Which lines of the data contain the string "word"? Copy every one.

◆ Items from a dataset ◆
------------------------------------------------------------
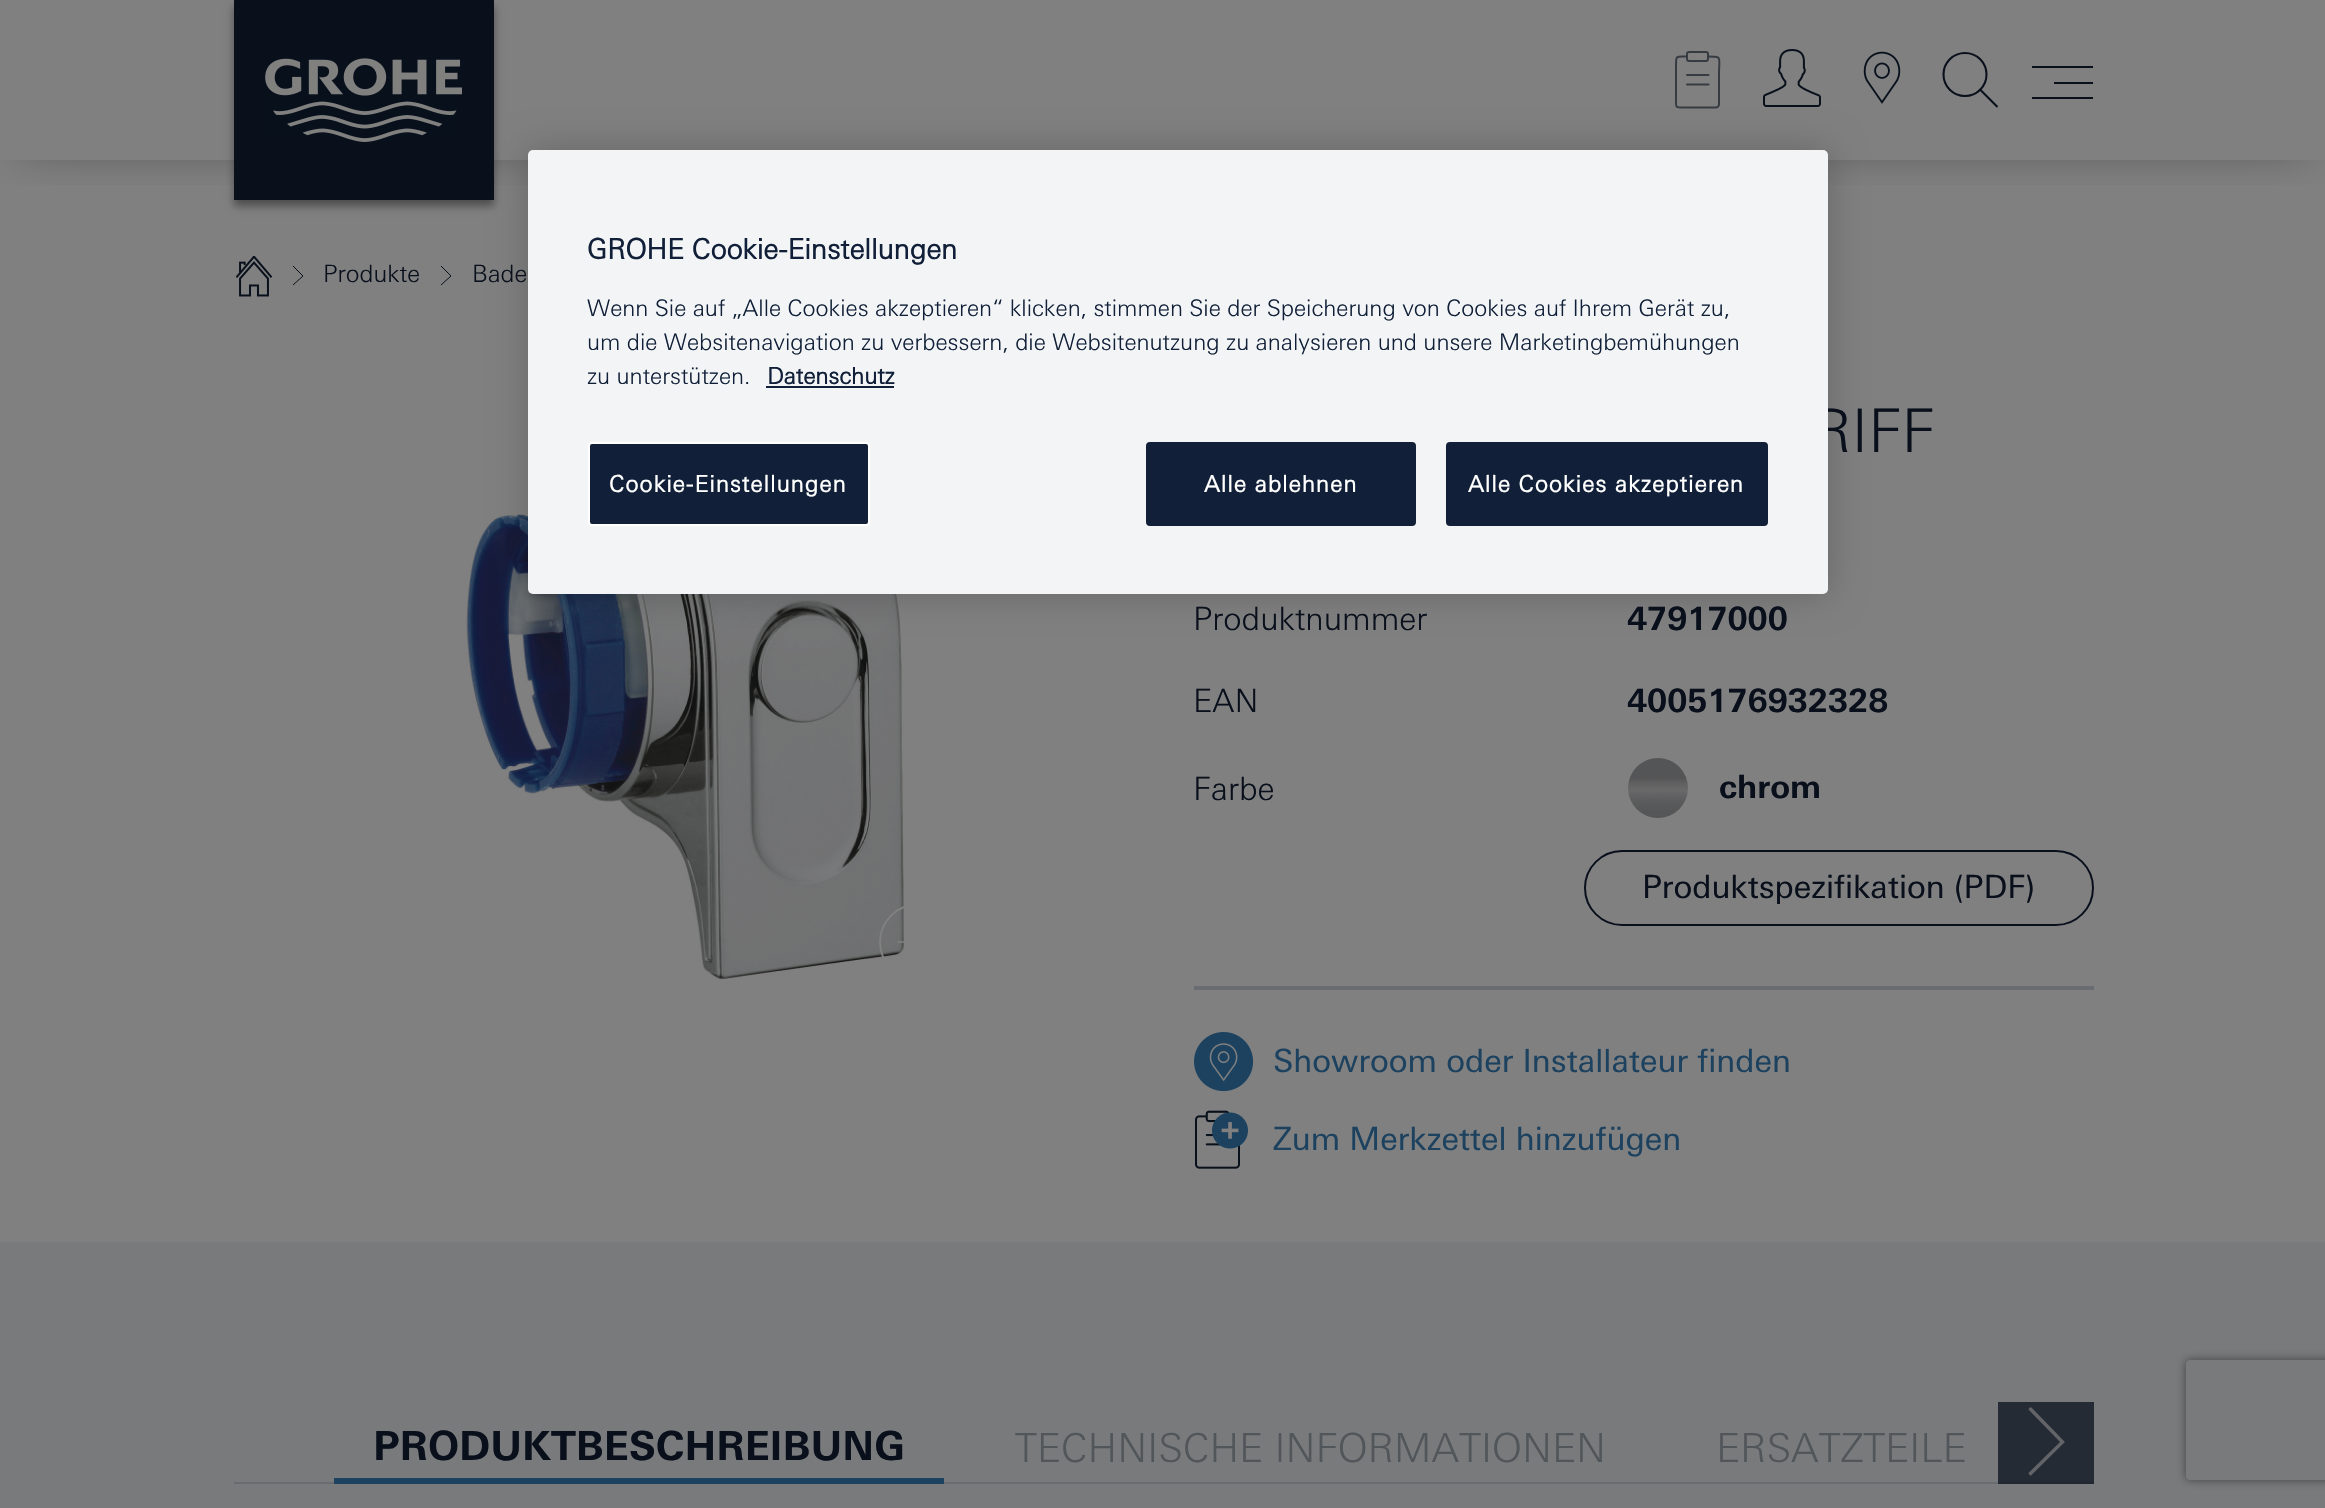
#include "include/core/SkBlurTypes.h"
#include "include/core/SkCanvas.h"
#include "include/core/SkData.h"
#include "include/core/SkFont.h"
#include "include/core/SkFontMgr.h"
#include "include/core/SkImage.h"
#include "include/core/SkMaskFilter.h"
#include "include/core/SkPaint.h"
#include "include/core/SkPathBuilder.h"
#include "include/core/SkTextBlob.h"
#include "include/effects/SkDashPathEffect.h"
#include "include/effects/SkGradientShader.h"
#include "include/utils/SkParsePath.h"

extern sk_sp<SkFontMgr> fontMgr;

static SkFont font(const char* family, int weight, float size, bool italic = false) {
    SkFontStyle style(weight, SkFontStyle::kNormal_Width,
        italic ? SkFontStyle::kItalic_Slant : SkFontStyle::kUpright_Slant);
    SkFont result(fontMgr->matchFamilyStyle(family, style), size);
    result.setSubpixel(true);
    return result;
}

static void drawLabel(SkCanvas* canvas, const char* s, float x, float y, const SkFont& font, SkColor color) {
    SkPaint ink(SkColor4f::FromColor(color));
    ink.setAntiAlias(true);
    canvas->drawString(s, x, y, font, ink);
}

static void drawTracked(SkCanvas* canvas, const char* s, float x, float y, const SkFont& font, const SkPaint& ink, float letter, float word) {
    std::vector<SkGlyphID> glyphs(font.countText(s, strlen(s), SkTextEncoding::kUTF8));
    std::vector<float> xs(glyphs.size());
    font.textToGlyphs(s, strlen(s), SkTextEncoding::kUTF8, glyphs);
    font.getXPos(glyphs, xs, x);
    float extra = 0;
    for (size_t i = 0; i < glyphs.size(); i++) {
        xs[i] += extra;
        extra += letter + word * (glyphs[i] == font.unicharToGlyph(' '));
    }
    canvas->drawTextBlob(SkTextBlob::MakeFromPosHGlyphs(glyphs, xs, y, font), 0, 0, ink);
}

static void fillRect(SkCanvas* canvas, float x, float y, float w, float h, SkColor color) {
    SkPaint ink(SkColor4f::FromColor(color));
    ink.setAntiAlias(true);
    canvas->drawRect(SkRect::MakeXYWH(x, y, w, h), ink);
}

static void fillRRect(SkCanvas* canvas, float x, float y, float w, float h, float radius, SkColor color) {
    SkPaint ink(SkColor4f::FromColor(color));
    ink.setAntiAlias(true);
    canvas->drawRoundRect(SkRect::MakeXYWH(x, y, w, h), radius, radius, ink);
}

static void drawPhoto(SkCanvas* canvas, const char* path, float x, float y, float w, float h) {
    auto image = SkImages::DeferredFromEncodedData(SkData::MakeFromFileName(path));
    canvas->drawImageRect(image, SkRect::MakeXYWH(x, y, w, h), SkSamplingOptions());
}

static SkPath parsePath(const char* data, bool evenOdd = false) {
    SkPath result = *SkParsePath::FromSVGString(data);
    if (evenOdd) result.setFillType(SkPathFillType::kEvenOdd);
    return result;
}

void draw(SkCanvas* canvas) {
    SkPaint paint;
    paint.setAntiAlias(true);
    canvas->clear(0xFF808080);
    canvas->save();
    canvas->clipRect(SkRect::MakeXYWH(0, 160, 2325, 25));
    paint.setColor(0x66000000);
    paint.setMaskFilter(SkMaskFilter::MakeBlur(kNormal_SkBlurStyle, 24));
    canvas->drawRect(SkRect::MakeXYWH(20, 26, 2286, 120), paint);
    paint.setMaskFilter(nullptr);
    canvas->restore();
    paint.setMaskFilter(SkMaskFilter::MakeBlur(kNormal_SkBlurStyle, 4));
    canvas->drawRect(SkRect::MakeXYWH(234, 6, 260, 200), paint);
    paint.setMaskFilter(nullptr);
    fillRect(canvas, 234, 0, 260, 200, 0xFF09101C);
    paint.setStroke(true);
    paint.setStrokeWidth(2);
    paint.setStrokeJoin(SkPaint::kRound_Join);
    paint.setColor(0xFF363B42);
    canvas->drawPath(parsePath("M1707.5 56.5C1723 56.5 1719 56.5 1719 74.5V104.5C1719 106 1717.5 107.5 1716 107.5H1685C1674.5 107.5 1676 108 1676 97V67C1676 55 1675.5 56.5 1687 56.5"), paint);
    drawPhoto(canvas, "assets/img2.png", 1763, 49, 58, 58);
    drawPhoto(canvas, "assets/img3.png", 1863, 51, 38, 53);
    drawPhoto(canvas, "assets/img5.png", 466, 441, 438, 539);
    paint.setStroke(false);
    paint.setColor(0x33000000);
    paint.setMaskFilter(SkMaskFilter::MakeBlur(kNormal_SkBlurStyle, 18));
    canvas->drawRoundRect(SkRect::MakeXYWH(528, 150, 1300, 444), 5, 5, paint);
    paint.setMaskFilter(nullptr);
    SkFont font1 = font("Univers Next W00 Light", 300, 60);
    drawLabel(canvas, "RIFF", 1812, 452, font1, 0xFF09101C);
    fillRRect(canvas, 528, 150, 1300, 444, 5, 0xFFF2F4F6);
    SkFont font2 = font("Univers Next W00 Light", 700, 28);
    drawLabel(canvas, "GROHE Cookie-Einstellungen", 587, 259, font2, 0xFF112038);
    SkFont font3 = font("Univers Next W00 Light", 300, 22.75f);
    drawLabel(canvas, "Wenn Sie auf „Alle Cookies akzeptieren“ klicken, stimmen Sie der Speicherung von Cookies auf Ihrem Gerät zu,", 587, 316, font3, 0xFF112038);
    drawLabel(canvas, "um die Websitenavigation zu verbessern, die Websitenutzung zu analysieren und unsere Marketingbemühungen", 587, 350, font3, 0xFF112038);
    drawLabel(canvas, "zu unterstützen.", 587, 384, font3, 0xFF112038);
    SkFont font4 = font("Univers Next W00 Light", 700, 22.75f);
    drawLabel(canvas, "Datenschutz", 767, 384, font4, 0xFF112038);
    fillRect(canvas, 766, 386, 128, 2, 0xFF112038);
    paint.setColor(0xFF112038);
    canvas->drawRoundRect(SkRect::MakeXYWH(589, 443, 280, 82), 3, 3, paint);
    paint.setStroke(true);
    paint.setStrokeJoin(SkPaint::kMiter_Join);
    paint.setColor(0xFFFFFFFF);
    canvas->drawRoundRect(SkRect::MakeXYWH(589, 443, 280, 82), 3, 3, paint);
    paint.setStroke(false);
    drawTracked(canvas, "Cookie-Einstellungen", 609, 492, font4, paint, 1.1f, 0);
    paint.setColor(0xFF112038);
    canvas->drawRoundRect(SkRect::MakeXYWH(1147, 443, 268, 82), 3, 3, paint);
    paint.setStroke(true);
    canvas->drawRoundRect(SkRect::MakeXYWH(1147, 443, 268, 82), 3, 3, paint);
    paint.setStroke(false);
    paint.setColor(0xFFFFFFFF);
    drawTracked(canvas, "Alle ablehnen", 1204, 492, font4, paint, 1.1f, 0);
    paint.setColor(0xFF112038);
    canvas->drawRoundRect(SkRect::MakeXYWH(1447, 443, 320, 82), 3, 3, paint);
    paint.setStroke(true);
    canvas->drawRoundRect(SkRect::MakeXYWH(1447, 443, 320, 82), 3, 3, paint);
    paint.setStroke(false);
    paint.setColor(0xFFFFFFFF);
    drawTracked(canvas, "Alle Cookies akzeptieren", 1468, 492, font4, paint, 1.1f, 0);
    drawPhoto(canvas, "assets/img1.png", 265, 58, 197, 84);
    paint.setStroke(true);
    paint.setStrokeCap(SkPaint::kRound_Cap);
    paint.setStrokeJoin(SkPaint::kRound_Join);
    paint.setColor(0xFF363B42);
    canvas->drawPath(parsePath("M1687 75H1708.5M1687 84.5H1708.5"), paint);
    paint.setStrokeCap(SkPaint::kButt_Cap);
    paint.setStrokeJoin(SkPaint::kMiter_Join);
    canvas->drawRoundRect(SkRect::MakeXYWH(1687, 52, 21, 9), 2, 2, paint);
    paint.setStrokeWidth(2.1f);
    paint.setColor(0xFF09101C);
    canvas->drawPath(parsePath("M1997.5 107L1979.5 89Z"), paint);
    canvas->drawCircle(1965, 74.5f, 21.5f, paint);
    paint.setStroke(false);
    canvas->drawPath(parsePath("M2032 66H2093V68H2032ZM2054 82H2093V84H2054ZM2032 97H2093V99H2032Z"), paint);
    drawPhoto(canvas, "assets/img4.png", 236, 256, 36, 41);
    paint.setStroke(true);
    paint.setStrokeWidth(1);
    canvas->drawPath(parsePath("M293 266L303 276L293 285"), paint);
    SkFont font5 = font("Univers Next W00 Light", 300, 24);
    drawLabel(canvas, "Produkte", 323, 282, font5, 0xFF09101C);
    canvas->drawPath(parsePath("M441 266L451 276L441 285"), paint);
    drawLabel(canvas, "Bade", 472, 282, font5, 0xFF09101C);
    paint.setStrokeWidth(1.9f);
    paint.setColor(0xFF808080);
    canvas->drawPath(parsePath("M917.5 979.5C938 979.5 955 962.5 955 942C955 921.5 938 904.5 917.5 904.5C897 904.5 880 921.5 880 942C880 962.5 897 979.5 917.5 979.5Z"), paint);
    paint.setStrokeWidth(1.7f);
    canvas->drawPath(parsePath("M897.5 942H936.5M916.5 922.5V961.5"), paint);
    SkFont font6 = font("Univers Next W00 Light", 300, 32);
    drawLabel(canvas, "Produktnummer", 1193, 630, font6, 0xFF09101C);
    SkFont font7 = font("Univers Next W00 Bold", 700, 32);
    drawLabel(canvas, "47917000", 1627, 630, font7, 0xFF09101C);
    drawLabel(canvas, "EAN", 1193, 712, font6, 0xFF09101C);
    drawLabel(canvas, "4005176932328", 1627, 712, font7, 0xFF09101C);
    drawLabel(canvas, "Farbe", 1193, 800, font6, 0xFF09101C);
    drawPhoto(canvas, "assets/img6.png", 1628, 758, 60, 60);
    drawLabel(canvas, "chrom", 1719, 798, font7, 0xFF09101C);
    paint.setStrokeWidth(2);
    paint.setColor(0xFF09101C);
    canvas->drawRoundRect(SkRect::MakeXYWH(1585, 851, 508, 74), 37, 37, paint);
    SkFont font8 = font("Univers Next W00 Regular", 400, 32);
    drawLabel(canvas, "Produktspezifikation (PDF)", 1642, 898, font8, 0xFF09101C);
    fillRect(canvas, 1194, 986, 900, 4, 0xFF696C70);
    drawPhoto(canvas, "assets/img7.png", 1194, 1032, 60, 60);
    drawLabel(canvas, "Showroom oder Installateur finden", 1273, 1072, font8, 0xFF1D425F);
    drawPhoto(canvas, "assets/img8.png", 1195, 1110, 53, 59);
    drawLabel(canvas, "Zum Merkzettel hinzufügen", 1273, 1150, font8, 0xFF1D425F);
    fillRect(canvas, 0, 1242, 2325, 266, 0xFF797A7B);
    fillRect(canvas, 1998, 1402, 96, 80, 0xFF252B34);
    fillRect(canvas, 234, 1482, 1764, 2, 0xFF696C70);
    fillRect(canvas, 334, 1478, 610, 6, 0xFF1D425F);
    SkFont font9 = font("Univers Next W00 Bold", 700, 40);
    drawLabel(canvas, "PRODUKTBESCHREIBUNG", 373, 1460, font9, 0xFF09101C);
    SkFont font10 = font("Univers Next W00 Light", 300, 40);
    drawLabel(canvas, "TECHNISCHE INFORMATIONEN", 1015, 1462, font10, 0xFF51565B);
    drawLabel(canvas, "ERSATZTEILE", 1716, 1462, font10, 0xFF51565B);
    canvas->save();
    canvas->clipRect(SkRect::MakeXYWH(2026, 1408, 40, 70));
    paint.setStrokeWidth(3.3f);
    paint.setColor(0xFF43474D);
    canvas->drawPath(parsePath("M2029.5 1408L2062.5 1442L2029.5 1474.5"), paint);
    canvas->restore();
    paint.setColor(0x80808080);
    canvas->drawPath(parsePath("M2029.5 1408L2062.5 1442L2029.5 1474.5"), paint);
    fillRect(canvas, 1998, 1482, 96, 2, 0xFF212731);
    canvas->save();
    canvas->clipPath(parsePath("M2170 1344H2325V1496H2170ZM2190 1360H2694C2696 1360 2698 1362 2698 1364V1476C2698 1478 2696 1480 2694 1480H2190C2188 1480 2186 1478 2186 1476V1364C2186 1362 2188 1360 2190 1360Z", true), true);
    paint.setStroke(false);
    paint.setColor(0xFF404040);
    paint.setMaskFilter(SkMaskFilter::MakeBlur(kNormal_SkBlurStyle, 5));
    canvas->drawRoundRect(SkRect::MakeXYWH(2186, 1360, 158, 120), 4, 4, paint);
    paint.setMaskFilter(nullptr);
    canvas->restore();
}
------------------------------------------------------------
◆ Output of the exercise ◆
static void drawTracked(SkCanvas* canvas, const char* s, float x, float y, const SkFont& font, const SkPaint& ink, float letter, float word) {
        extra += letter + word * (glyphs[i] == font.unicharToGlyph(' '));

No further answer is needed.